森川氏:手元に2005年6月19日の司会台本が残っています。「ただいまより、逗子文化プラザホール開館記念式典の幕を開けましょう」と私が言った後に、トランペットの神代修さんをはじめとする‘なぎさブラスゾリステン’のセレクトメンバーが1分間のファンファーレを演奏してくださいました。逗子との関わりがあった松任谷正隆さん、松任谷由実さんを招き、長島一由市長(当時)も交えた対談があって、ここではひょっとすると雰囲気次第で(由実さんが)歌ってくださるかも…と、ピアノもスタンバイしてありました…これは残念ながら現実には至りませんでしたが。でも、市民の観覧希望者も定員を超えて多数いらっしゃったようで、賑やかなひとときになりました。式典の後は、なぎさホールのスタインウェイピアノを選定したピアニストの小山実稚恵さんの演奏による杮落しが行われ、美しい音色でホールが満たされました。でもやっぱり強く印象に残っているのは、この式典の何日か前に、実行委員が集まってホールに入らせてもらって、あぁここでいよいよ始まるんだとワクワクしたその時の気持ちかもしれません。自分たちで直接関わっていたことが形になる、その喜びで胸がいっぱいになった、その感じを10年前とはいえ、はっきりと覚えています。

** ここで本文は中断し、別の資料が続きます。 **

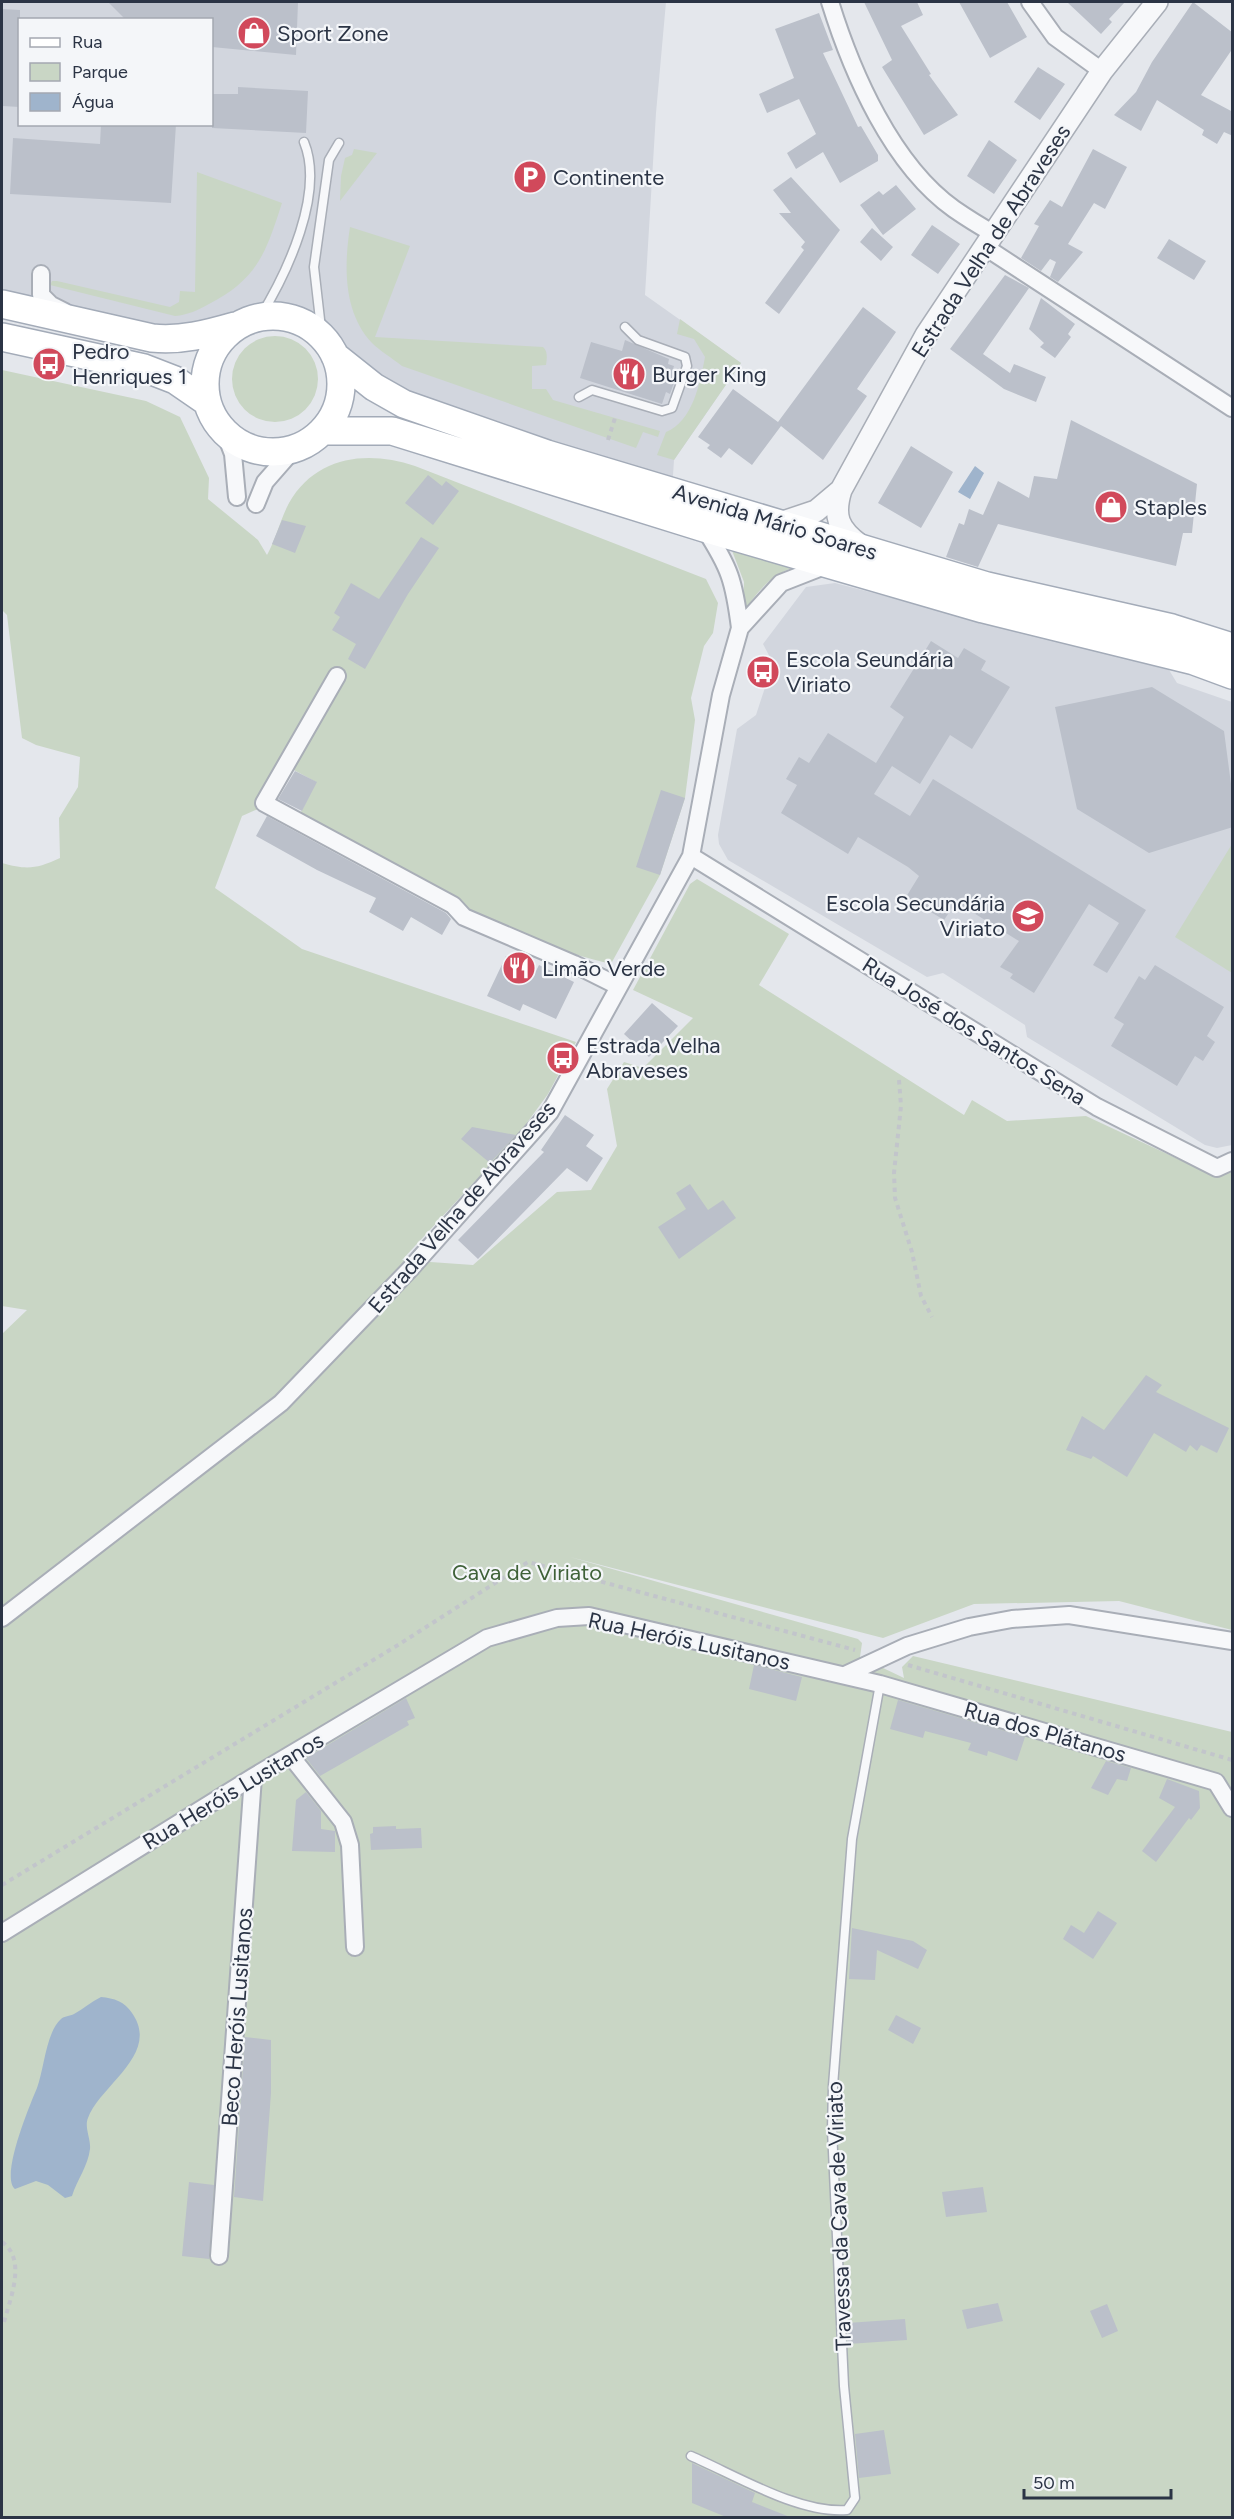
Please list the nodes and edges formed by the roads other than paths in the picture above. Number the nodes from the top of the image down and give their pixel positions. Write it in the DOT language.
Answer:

先日はホール開館10周年記念映像作品の完成披露会にて司会を務めていただきました。

森川氏:映像はダンスを取り上げていらっしゃいましたね。私は子どもの頃モダンバレエを習っていて、文化祭などで、先程話に出た図書館ホールでも何度か踊ったことがあって、ダンスそのものは好きだったのですが、大人になってからは全く踊る機会がなくなっていて。でも昨年のホール企画で、コンドルズの近藤良平さんが講師にいらっしゃるというので、テレビ等を通して知っていた近藤さんのワークショップならぜひ、と思い参加させていただき、またそのコンドルズが振付を手がけた今年の映像作品制作プロジェクトも8月の撮影会には参加させていただきました。完成した映像作品に、ほんの一瞬私と思われる姿が映っていましたよ(笑)。全国的にヒットしたアイドルソングとダンス映像で、神奈川県もプロモーションビデオを作っていましたが、その時なんとなく、逗子オリジナルでこういうものができるといいなと思っていて、それを具現化するようなプロジェクトだったのでとても興味深かったです。本当に音楽も素晴らしく、親しみやすいですよね。振り付けと音楽がどんどん広まっていくといいですね! そのスタートにも関わることができ、セレモニーの司会者として舞台に立たせていただき、とても嬉しかったです。

森川いつみ

今後ホールに期待されることについてお聞かせいただけますか。

森川氏:素晴らしい公演企画があっても、うまく伝わらず、満席にしたくてもなかなかそうならなくて悩みますよね。でもその企画を知らずに、後になって「そんな素敵なイベントがあったなんて知らなかったから」ってなってしまうのはやっぱり残念ですよね。ホールの情報が常に受け取れて、ホールではいつも何か面白いことをやっているから、次は何行こうかな? 来月は何が観られる? とお客様の方から情報を取りに来るぐらい、ホールの存在を身近に感じてもらえるような関係ができるといいですね。また市民の方の利用度はとても高いと思いますが、市民の方々にとっての使いやすさを施設として追求していって欲しいです。

逗子の魅力とは。

森川氏:逗子が好きだという方々は、それぞれが逗子でこう暮らしたいという考えもお持ちだと思うんですが、同時に自分が住む街をもっと面白くできるんじゃないか、こうしたらもっと楽しいんじゃないかっていうアイデアも持っていて、それを表現できる人が多いと思います。一昔前、逗子は鎌倉や葉山に挟まれて、特色をわかってもらいにくかった時があったように私自身も感じていましたが、FM番組などを通して色々な人と知り合い、たくさんのお話を伺っていく中で、逗子はすごく人の魅力があふれているなと思うようになって、最近はさらに強くそれを感じます。人の魅力が、街の魅力になっている。それが逗子の良いところだと思っています。

(聞き手:逗子文化プラザホール)

森川いつみ/湘南ビーチFMパーソナリティ

森川いつみ

逗子生まれ、逗子育ち。 大学卒業後、都内のラジオ局の契約アナウンサーに。その後、1993年12月の湘南ビーチFM開局よりパーソナリティを務める。現在は月~金曜日10時~12時放送の地域情報番組「DAILY ZUSHI HAYAMA」を担当。逗子・葉山など湘南地域で活動しているゲストを迎えてのトークや旬な話題・情報をお届けしている。そのほか各種イベントの司会やナレーション、朗読など。